HCA made these arguments Monday in support of its application to build a hospital in Spotsylvania County. Its mailing to state health authorities in Richmond also offers the first detailed look at its Spotsylvania Regional Medical Center, proposed for a 75-acre parcel off Interstate 95 in the Massaponax area.
HCA says its five-story facility will have 126 beds and cost about $152 million. It would be the first new HCA hospital in Virginia in decades, according to the filing.
The company operates 11 other hospitals in Virginia and 190 hospitals in the United States and abroad.
HCA also argues that it will bring "needed choice and competition" to the local health-care market. And, since it's a for-profit corporation, it will pay taxes, the filing says.
HCA's proposal is one of two applications for new hospitals now pending with the state. MediCorp Health System, a Fredericksburg not-for-profit corporation, which operates Mary Washington Hospital, has proposed a new hospital for the courthouse area of Stafford County. It filed detailed plans with the state last month.
At 100 beds and four stories, MediCorp's Stafford Hospital Center would be smaller than HCA's hospital. MediCorp expects to spend about $158 million on its project.
Each company envisions a full-service complex with an emergency room, imaging section, cardiac lab, cancer treatment, laboratory, intensive-care unit, operating rooms, labor-and-delivery area and medical office building.
The two companies say they could have their hospitals open in 2009. The two also agree on the need for a new hospital.

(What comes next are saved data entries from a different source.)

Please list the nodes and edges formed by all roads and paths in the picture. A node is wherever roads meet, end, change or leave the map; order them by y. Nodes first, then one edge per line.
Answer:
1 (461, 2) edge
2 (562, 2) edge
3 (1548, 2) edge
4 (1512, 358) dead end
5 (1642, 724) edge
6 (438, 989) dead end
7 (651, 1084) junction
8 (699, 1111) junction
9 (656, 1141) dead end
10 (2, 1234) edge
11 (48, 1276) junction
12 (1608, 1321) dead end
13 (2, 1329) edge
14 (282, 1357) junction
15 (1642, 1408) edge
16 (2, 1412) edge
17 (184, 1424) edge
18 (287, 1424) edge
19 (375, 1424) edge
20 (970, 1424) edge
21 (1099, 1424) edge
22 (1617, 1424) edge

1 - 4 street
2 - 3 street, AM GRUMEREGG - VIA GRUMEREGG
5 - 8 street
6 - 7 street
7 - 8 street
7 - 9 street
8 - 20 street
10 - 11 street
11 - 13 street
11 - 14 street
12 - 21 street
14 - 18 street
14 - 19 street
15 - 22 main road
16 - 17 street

HCA points out that with nearly 300,000 people, the Fredericksburg region is the fastest growing in Virginia and the most populous with only one hospital.
This growth will lead to another bed shortage by next year, according to HCA's filing.
Mary Washington experienced a bed shortage in 2003, prior to the opening of a 94-bed addition. The addition increased capacity at Mary Washington to 412 beds.
HCA predicts that Mary Washington will again experience a shortage of beds by next year. By 2016, it says, the region will need up to 252 new beds, or more than what would be contained in both proposed hospitals.
MediCorp's predictions are similar. It expects a bed crunch to reappear next year. It believes that the area will need up to 216 new beds by 2015.
Health Department officials will study the applications and arrive at their own conclusions sometime this summer. They could reject both applications, approve both or approve one. The state reviews major health-care expenditures as part of its "certificate of public need" process. The review is intended to hold down health-care costs.
Public input will begin next month with a hearing sponsored by the Rappahannock Health Advisory Council, a citizen group that advises the health commissioner. Its session will be held on Tuesday, March 7, at 5 p.m. at Dodd Auditorium at the University of Mary Washington.